## What this task involves
Your task is to count the lines of the entries below that include the word "color" and to give only the resulting number.

══════

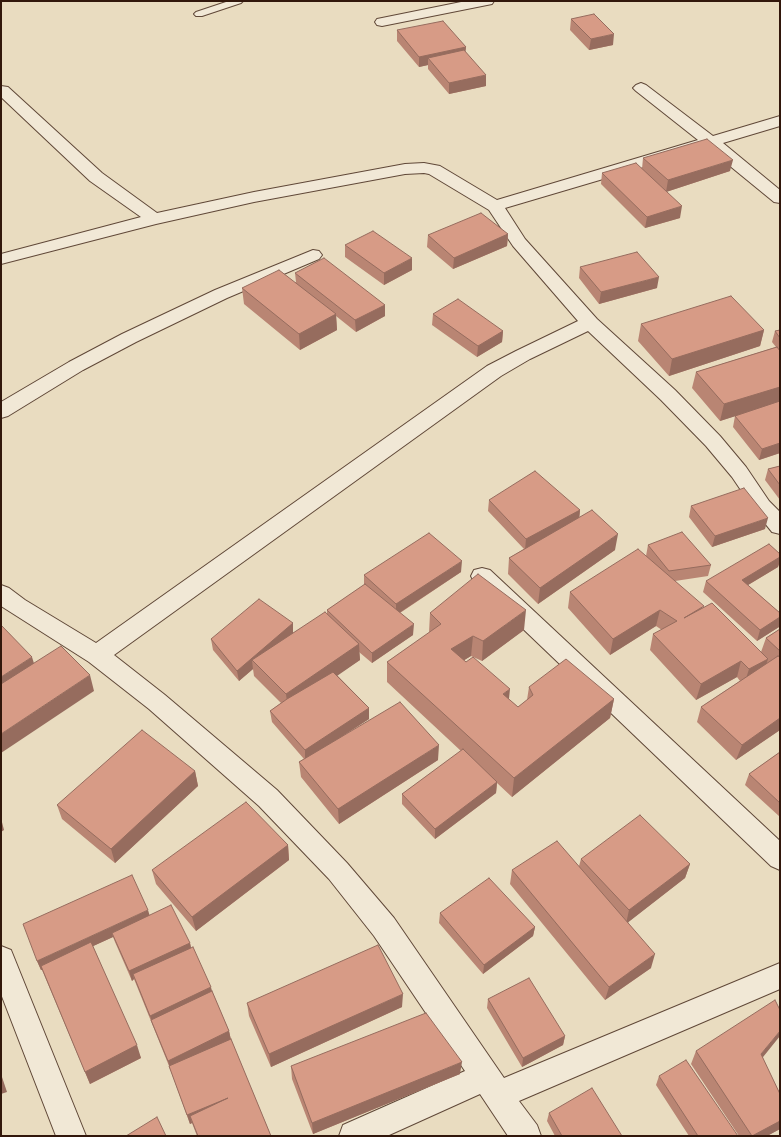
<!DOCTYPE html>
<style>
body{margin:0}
#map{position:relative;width:781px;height:1137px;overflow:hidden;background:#e9dcc0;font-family:"IM FELL Double Pica",serif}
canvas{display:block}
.frame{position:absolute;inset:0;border:2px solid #32170b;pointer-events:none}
</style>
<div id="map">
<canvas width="781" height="1137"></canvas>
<div class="frame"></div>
</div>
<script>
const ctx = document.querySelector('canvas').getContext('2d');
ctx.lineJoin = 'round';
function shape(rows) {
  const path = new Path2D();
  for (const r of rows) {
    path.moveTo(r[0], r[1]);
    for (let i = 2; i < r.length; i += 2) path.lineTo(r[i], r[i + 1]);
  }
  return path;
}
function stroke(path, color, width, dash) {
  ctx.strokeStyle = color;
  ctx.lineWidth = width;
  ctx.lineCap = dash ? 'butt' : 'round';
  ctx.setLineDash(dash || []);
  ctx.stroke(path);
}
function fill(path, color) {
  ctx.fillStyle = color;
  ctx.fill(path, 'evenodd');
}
const service = shape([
 [229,1,243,1,241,3,202,16,196,16,194,14,196,12,229,1]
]);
const minor = shape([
 [466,1,494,1,492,4,382,26,377,25,375,22,377,19,382,18,466,1],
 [641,83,646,85,713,136,780,116,780,126,723,143,780,190,780,203,774,202,708,148,505,208,525,239,597,319,675,390,720,436,746,467,769,501,780,512,780,534,772,532,755,511,732,477,706,446,661,400,588,331,530,359,501,376,114,655,165,695,277,790,347,863,394,918,504,1078,780,963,780,989,519,1101,537,1125,541,1136,508,1136,480,1094,387,1136,339,1136,343,1125,465,1071,374,936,329,879,259,806,149,709,89,662,1,606,1,585,9,588,25,600,96,643,487,366,516,351,578,321,513,246,489,210,429,174,424,173,405,174,254,202,156,224,1,264,1,254,141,217,90,181,1,97,1,86,8,87,102,173,157,213,254,192,405,164,424,163,440,166,497,200,698,140,636,91,633,88,636,85,641,83],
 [313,250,319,251,322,255,319,259,227,298,136,342,83,370,8,416,1,418,1,402,69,362,122,334,215,290,313,250],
 [482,568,490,570,780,841,780,870,771,866,474,582,471,576,474,570,482,568],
 [1,946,11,950,86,1136,56,1136,1,994,1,946]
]);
const wall = shape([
 [571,19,613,45,589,50,570,30],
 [397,30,466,47,465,51,486,86,449,94,428,69,428,65,419,67,397,41],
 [643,158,730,171,666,192,680,218,645,228,601,184,602,173,642,169],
 [508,234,507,246,453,269,427,247,428,235],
 [345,245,412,270,384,285,345,257],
 [580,267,657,288,599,304,579,278],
 [295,273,385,305,385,316,356,332,336,316,337,330,300,350,244,304,242,288,296,282],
 [433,314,503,331,502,342,477,357,432,325],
 [641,324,764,330,760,346,669,376,638,341],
 [780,330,780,453,759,460,733,427,735,416,720,421,692,388,696,372,776,347,772,342,775,331],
 [780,466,780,500,765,480,768,469],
 [489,500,580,510,579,518,615,550,538,604,508,574,509,558,524,549,488,511],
 [691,506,765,529,712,547,689,517],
 [648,545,711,565,708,576,675,581,703,608,761,652,766,638,780,629,780,730,736,760,697,722,701,707,740,681,737,677,696,700,650,650,653,634,662,630,656,626,610,655,568,608,570,592,646,556],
 [780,554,780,561,778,567,748,585,780,613,780,623,779,627,757,641,703,592,706,581],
 [461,572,400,613,413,635,372,663,359,652,360,660,337,675,369,708,369,719,343,736,438,760,339,824,301,777,299,762,304,759,272,722,270,711,281,703,254,676,253,669,239,681,213,650,211,639,293,623,293,633,327,614,327,610,364,585,364,575],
 [430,613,524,630,482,661,471,656,464,660,518,707,527,700,529,687,614,699,610,718,512,797,497,783,496,793,435,839,402,804,402,794,461,751,387,682,387,662,429,633],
 [780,752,780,817,745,785,749,774],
 [195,771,198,786,115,863,62,819,57,805],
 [288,845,289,860,196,931,156,884,152,870],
 [581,859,690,864,685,878,628,922,651,968,605,1000,510,884,512,870,579,866],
 [440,913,535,927,533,936,483,974,439,923],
 [150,915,190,943,191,948,212,991,229,1031,231,1040,271,1136,197,1136,192,1123,190,1124,169,1066,134,979,132,981,115,942,113,937,93,946,141,1058,90,1084,42,970,41,970,37,961],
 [488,999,565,1036,563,1045,522,1067,487,1008],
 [247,1003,402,1007,271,1067,249,1016],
 [696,1051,762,1057,780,1094,780,1129,767,1136,739,1136,691,1064],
 [291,1066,460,1074,313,1134,292,1079],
 [659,1076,738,1136,689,1136,656,1085],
 [549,1113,622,1136,555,1136,547,1121]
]);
const shadedWall = shape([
 [614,34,613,45,589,50,591,39],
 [466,47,465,57,428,58,428,65,419,67,419,57],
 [486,75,486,86,449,94,449,83],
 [733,160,730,171,666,192,668,180],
 [682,206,680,218,645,228,647,217],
 [508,234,507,246,453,269,454,258],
 [412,258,412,270,384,285,384,273],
 [659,277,657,288,599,304,601,292],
 [385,305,385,316,356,332,355,320],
 [336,314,337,330,300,350,299,334],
 [764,330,760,346,669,376,672,359],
 [503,331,502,342,477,357,478,346],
 [780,387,780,402,720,421,724,404],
 [780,443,780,453,759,460,762,449],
 [580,510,579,521,525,550,526,539],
 [768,518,765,529,712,547,715,536],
 [618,534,615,550,538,604,540,588],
 [780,557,780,561,778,567,738,591,742,580],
 [462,561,461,572,396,615,396,604],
 [526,610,524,630,482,661,483,641],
 [660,610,656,626,610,655,613,639],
 [780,617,780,623,779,627,757,641,760,630],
 [293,623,293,634,252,660,253,669,239,681,237,671],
 [414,624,413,635,372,663,372,653],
 [473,636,471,656,450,669,451,649],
 [359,644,360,660,288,710,286,694],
 [32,657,37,673,1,696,1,677],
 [768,659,763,674,744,685,749,669],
 [741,661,737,677,696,700,701,684],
 [90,675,94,691,1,753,1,734],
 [510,689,508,708,503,694],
 [614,699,610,718,512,797,514,778],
 [369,708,369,719,305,760,305,750],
 [780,718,780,730,736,760,742,745],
 [439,745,438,760,339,824,338,809],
 [195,771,198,786,115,863,111,849],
 [497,782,496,793,435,839,435,829],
 [1,818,4,830,1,832],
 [288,845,289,860,196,931,192,917],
 [690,864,685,878,626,924,629,910],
 [148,910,151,920,112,933,113,937,41,970,37,961],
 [535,927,533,936,483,974,484,965],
 [190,943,192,952,133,974,134,979,132,981,129,971],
 [655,954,651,968,605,1000,609,987],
 [211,987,213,996,153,1025,150,1016],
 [403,994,402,1007,271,1067,269,1054],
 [229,1031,231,1040,170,1069,168,1061],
 [780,1031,780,1036,755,1067,761,1054],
 [565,1036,563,1045,522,1067,523,1058],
 [137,1045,141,1058,90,1084,85,1072],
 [462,1062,460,1074,313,1134,312,1123],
 [1,1074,7,1092,1,1094],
 [228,1098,190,1116,192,1123,190,1124,187,1115],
 [780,1121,780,1129,767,1136,752,1136]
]);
const building = shape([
 [594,14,614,34,591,39,571,19,594,14],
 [443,21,466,47,419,57,397,30,443,21],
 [464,50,486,75,449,83,428,58,464,50],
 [707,139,733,160,668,180,643,158,707,139],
 [636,163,682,206,647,217,602,173,636,163],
 [481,213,508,234,454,258,428,235,481,213],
 [373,231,412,258,384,273,345,245,373,231],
 [637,252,659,277,601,292,580,267,637,252],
 [324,258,385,305,355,320,295,273,324,258],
 [279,270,336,314,299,334,242,288,279,270],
 [731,296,764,330,672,359,641,324,731,296],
 [458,299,503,331,478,346,433,314,458,299],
 [780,330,780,338,775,331,780,330],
 [777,347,780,351,780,387,724,404,696,372,777,347],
 [780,401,780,443,762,449,735,416,780,401],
 [780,466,780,485,768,469,780,466],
 [535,471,580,510,526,539,489,500,535,471],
 [744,488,768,518,715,536,691,506,744,488],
 [592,510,618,534,540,588,509,558,592,510],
 [682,532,711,565,669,571,648,545,682,532],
 [429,533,462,561,396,604,364,575,429,533],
 [769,544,780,554,780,557,742,580,780,613,780,617,760,630,706,581,769,544],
 [638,549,704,606,684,618,712,603,768,659,749,669,741,661,701,684,653,634,677,621,660,610,613,639,570,592,638,549],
 [478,574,526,610,483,641,473,636,451,649,466,662,473,657,510,689,503,694,518,707,533,695,529,687,566,659,614,699,514,778,387,662,441,624,430,613,478,574],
 [365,584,414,624,372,653,327,610,365,584],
 [259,599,293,623,237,671,211,639,259,599],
 [325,612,359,644,286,694,252,660,325,612],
 [1,625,32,657,1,677,1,625],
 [780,629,780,651,766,638,780,629],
 [61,646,90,675,1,734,1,684,61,646],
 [778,656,780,657,780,718,742,745,701,707,778,656],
 [333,672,369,708,305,750,270,711,287,699,333,672],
 [400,702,439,745,338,809,299,762,400,702],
 [142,730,195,771,111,849,57,805,142,730],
 [463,749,497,782,435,829,402,794,463,749],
 [780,752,780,803,749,774,780,752],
 [246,802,288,845,192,917,152,870,246,802],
 [640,815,690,864,629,910,581,859,640,815],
 [557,841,655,954,609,987,512,870,557,841],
 [132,875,148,910,37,961,23,924,132,875],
 [489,878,535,927,484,965,440,913,489,878],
 [171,905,190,943,129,971,112,933,171,905],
 [91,942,137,1045,85,1072,41,966,91,942],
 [378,945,403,994,269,1054,247,1003,378,945],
 [193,947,211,987,150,1016,133,974,193,947],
 [529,978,565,1036,523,1058,488,999,529,978],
 [212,991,229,1031,168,1061,151,1020,212,991],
 [775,1000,780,1010,780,1031,761,1054,780,1094,780,1121,752,1136,696,1051,775,1000],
 [426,1013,462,1062,312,1123,291,1066,426,1013],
 [231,1039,271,1136,198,1136,190,1116,228,1098,187,1115,169,1066,231,1039],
 [686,1060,738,1136,698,1136,659,1076,686,1060],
 [592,1088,622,1136,562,1136,549,1113,592,1088],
 [157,1117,166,1136,126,1136,157,1117]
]);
stroke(service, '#604838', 2);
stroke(minor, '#604838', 2);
fill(service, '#f1e8d6');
fill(minor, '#f1e8d6');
fill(wall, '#b98573');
fill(shadedWall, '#966c5e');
fill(building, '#d79b86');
stroke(building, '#966c5e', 1);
</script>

══════

## Response area
4